■ **Task objective**
Without including the images, transcribe each record precisely as it appears below.

■ **Provided data**
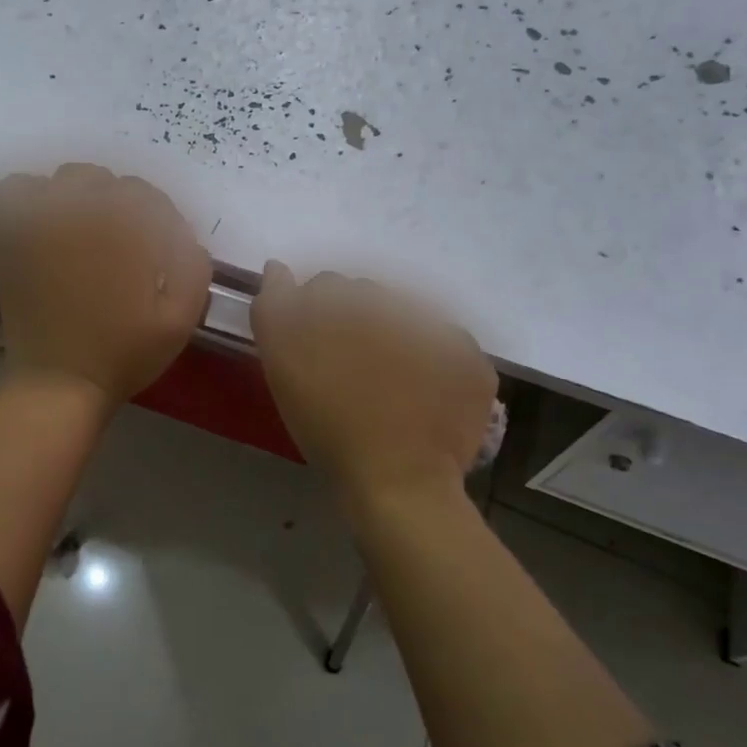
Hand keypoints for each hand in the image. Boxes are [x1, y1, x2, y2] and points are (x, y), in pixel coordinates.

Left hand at [0, 163, 210, 403]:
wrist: (59, 383)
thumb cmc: (124, 353)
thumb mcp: (181, 318)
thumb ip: (194, 267)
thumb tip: (186, 238)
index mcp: (124, 227)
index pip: (147, 197)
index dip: (159, 220)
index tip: (161, 249)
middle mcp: (80, 212)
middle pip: (104, 182)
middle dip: (119, 204)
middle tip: (123, 242)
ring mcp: (39, 222)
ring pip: (62, 181)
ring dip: (78, 197)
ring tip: (84, 229)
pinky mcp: (10, 239)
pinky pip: (14, 194)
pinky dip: (30, 198)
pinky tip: (43, 222)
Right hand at [251, 264, 495, 511]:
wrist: (397, 480)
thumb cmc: (328, 421)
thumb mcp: (281, 361)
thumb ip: (275, 304)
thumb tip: (278, 267)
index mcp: (350, 298)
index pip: (325, 287)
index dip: (315, 318)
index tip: (314, 353)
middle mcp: (398, 302)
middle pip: (369, 300)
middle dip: (357, 325)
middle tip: (349, 371)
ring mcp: (442, 330)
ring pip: (410, 321)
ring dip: (397, 341)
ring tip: (388, 387)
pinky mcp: (471, 362)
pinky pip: (448, 352)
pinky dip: (436, 367)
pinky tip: (422, 397)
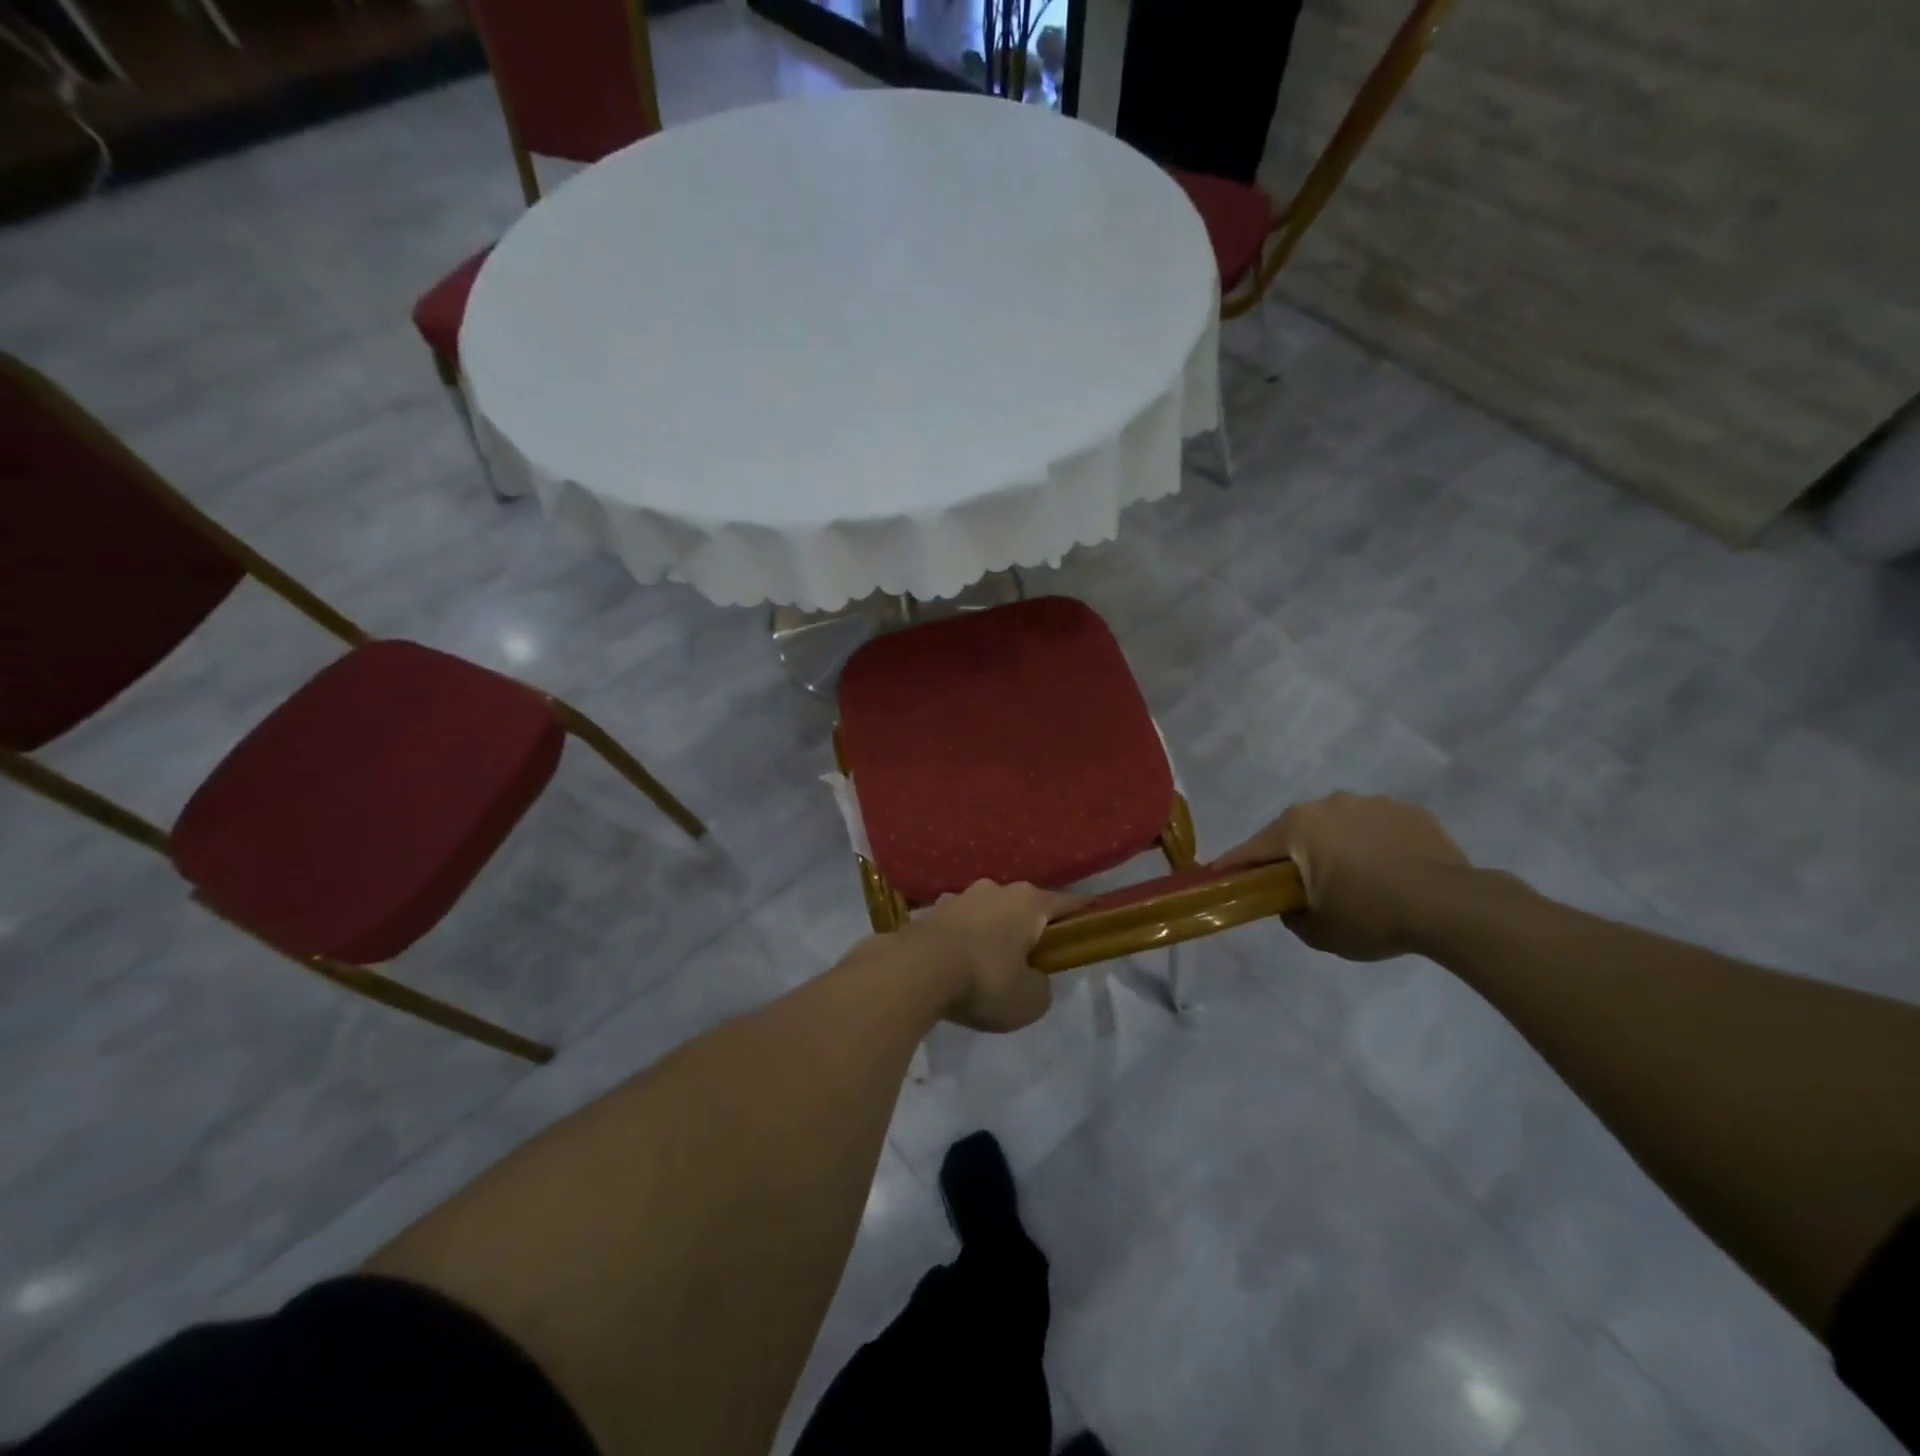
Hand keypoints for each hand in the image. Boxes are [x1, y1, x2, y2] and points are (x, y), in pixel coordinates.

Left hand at [902, 880, 1076, 1031]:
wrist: (915, 970)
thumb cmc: (984, 981)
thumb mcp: (1030, 1000)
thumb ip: (1041, 986)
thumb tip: (1032, 977)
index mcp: (1028, 902)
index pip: (1066, 903)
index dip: (1082, 912)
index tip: (1092, 916)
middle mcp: (995, 889)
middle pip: (1023, 906)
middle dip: (1028, 926)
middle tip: (1032, 956)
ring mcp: (960, 896)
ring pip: (987, 912)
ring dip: (992, 931)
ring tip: (988, 962)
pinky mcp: (931, 910)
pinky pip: (959, 924)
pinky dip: (963, 939)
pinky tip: (957, 963)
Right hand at [1210, 793, 1471, 960]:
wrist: (1451, 907)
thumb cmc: (1369, 915)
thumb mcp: (1316, 931)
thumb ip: (1290, 914)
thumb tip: (1292, 903)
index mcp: (1296, 827)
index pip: (1252, 850)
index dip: (1234, 867)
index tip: (1220, 878)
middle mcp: (1328, 804)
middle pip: (1297, 833)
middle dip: (1295, 857)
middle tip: (1306, 889)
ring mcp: (1372, 803)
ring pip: (1341, 827)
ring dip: (1339, 848)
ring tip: (1361, 883)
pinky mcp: (1410, 811)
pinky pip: (1379, 829)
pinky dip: (1377, 846)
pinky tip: (1394, 874)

■ **Exercise output**
Hand keypoints for each hand in the image. Boxes are [x1, y1, x2, y2] and points are (x, y), in pixel coordinates.

Left hand at [0, 163, 210, 403]:
wrist: (59, 383)
thumb cmc: (124, 353)
thumb mcp: (181, 318)
thumb ip: (194, 267)
thumb tip: (186, 238)
index mcp: (124, 227)
index pip: (147, 197)
index dip: (159, 220)
index tip: (161, 249)
middle mcp: (80, 212)
middle pip: (104, 182)
middle dip: (119, 204)
middle tip: (123, 242)
ring mcp: (39, 222)
ring pip: (62, 181)
ring dip: (78, 197)
ring tip: (84, 229)
pinky mcp: (10, 239)
pinky pip: (14, 194)
pinky dip: (30, 198)
pinky tip: (43, 222)
Right hand at [251, 264, 495, 511]:
wrist: (397, 480)
thumb cmc: (328, 421)
thumb mcp: (281, 361)
thumb ip: (275, 304)
thumb tip: (278, 267)
index mcp: (350, 298)
index pip: (325, 287)
index dip: (315, 318)
index tip: (314, 353)
middle mcp: (398, 302)
middle pip: (369, 300)
middle dip: (357, 325)
middle tip: (349, 371)
ring mcp: (442, 330)
ring pip: (410, 321)
ring dip: (397, 341)
ring tip: (388, 387)
pinky mcp: (471, 362)
pinky pip: (448, 352)
pinky dip: (436, 367)
pinky tip: (422, 397)
Hand keypoints for each hand in the image. Boxes are [x1, y1, x2, y2] and points are (x, y), in pixel coordinates.

Left hand at [902, 880, 1076, 1031]:
wrist: (915, 970)
thumb cmc: (984, 981)
thumb mcp: (1030, 1000)
thumb ip: (1041, 986)
thumb tip: (1032, 977)
index mcp: (1028, 902)
index pip: (1066, 903)
index dip: (1082, 912)
index tip: (1092, 916)
middle mcp: (995, 889)
middle pip: (1023, 906)
middle dip: (1028, 926)
middle tip: (1032, 956)
ring mcp: (960, 896)
ring pip: (987, 912)
ring dip: (992, 931)
ring tip: (988, 962)
pinky mcp: (931, 910)
pinky pip: (959, 924)
pinky dip: (963, 939)
pinky tip: (957, 963)
Right hand at [1210, 793, 1471, 960]:
wrist: (1451, 907)
thumb cmc: (1369, 915)
thumb mcp: (1316, 931)
thumb ip: (1290, 914)
thumb tip: (1292, 903)
index mcp: (1296, 827)
index pip: (1252, 850)
index dip: (1234, 867)
index tip: (1220, 878)
middle mcp: (1328, 804)
middle pip: (1297, 833)
middle dip: (1295, 857)
middle tip: (1306, 889)
ring mcp: (1372, 803)
ring pip: (1341, 827)
ring dip: (1339, 848)
ring tip: (1361, 883)
pinky mcp: (1410, 811)
pinky pip: (1379, 829)
pinky dip: (1377, 846)
pinky tip: (1394, 874)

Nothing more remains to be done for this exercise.